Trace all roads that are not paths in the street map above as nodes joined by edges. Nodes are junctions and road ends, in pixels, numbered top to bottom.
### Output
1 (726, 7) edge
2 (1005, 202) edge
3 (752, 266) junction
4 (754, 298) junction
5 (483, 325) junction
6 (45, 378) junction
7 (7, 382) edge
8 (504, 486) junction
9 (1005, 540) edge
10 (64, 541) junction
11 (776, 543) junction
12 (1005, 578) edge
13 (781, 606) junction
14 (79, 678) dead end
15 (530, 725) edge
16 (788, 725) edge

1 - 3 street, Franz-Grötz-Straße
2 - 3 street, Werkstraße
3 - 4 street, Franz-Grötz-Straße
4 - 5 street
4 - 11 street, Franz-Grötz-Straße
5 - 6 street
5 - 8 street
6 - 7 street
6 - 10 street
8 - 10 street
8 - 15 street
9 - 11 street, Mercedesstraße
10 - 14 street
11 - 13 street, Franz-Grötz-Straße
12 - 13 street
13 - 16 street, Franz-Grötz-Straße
----
Work instructions: Each line of the material above should be restated word for word.

Solution to the problem:
Trace all roads that are not paths in the street map above as nodes joined by edges. Nodes are junctions and road ends, in pixels, numbered top to bottom.
### Output
1 (726, 7) edge
2 (1005, 202) edge
3 (752, 266) junction
4 (754, 298) junction
5 (483, 325) junction
6 (45, 378) junction
7 (7, 382) edge
8 (504, 486) junction
9 (1005, 540) edge
10 (64, 541) junction
11 (776, 543) junction
12 (1005, 578) edge
13 (781, 606) junction
14 (79, 678) dead end
15 (530, 725) edge
16 (788, 725) edge

1 - 3 street, Franz-Grötz-Straße
2 - 3 street, Werkstraße
3 - 4 street, Franz-Grötz-Straße
4 - 5 street
4 - 11 street, Franz-Grötz-Straße
5 - 6 street
5 - 8 street
6 - 7 street
6 - 10 street
8 - 10 street
8 - 15 street
9 - 11 street, Mercedesstraße
10 - 14 street
11 - 13 street, Franz-Grötz-Straße
12 - 13 street
13 - 16 street, Franz-Grötz-Straße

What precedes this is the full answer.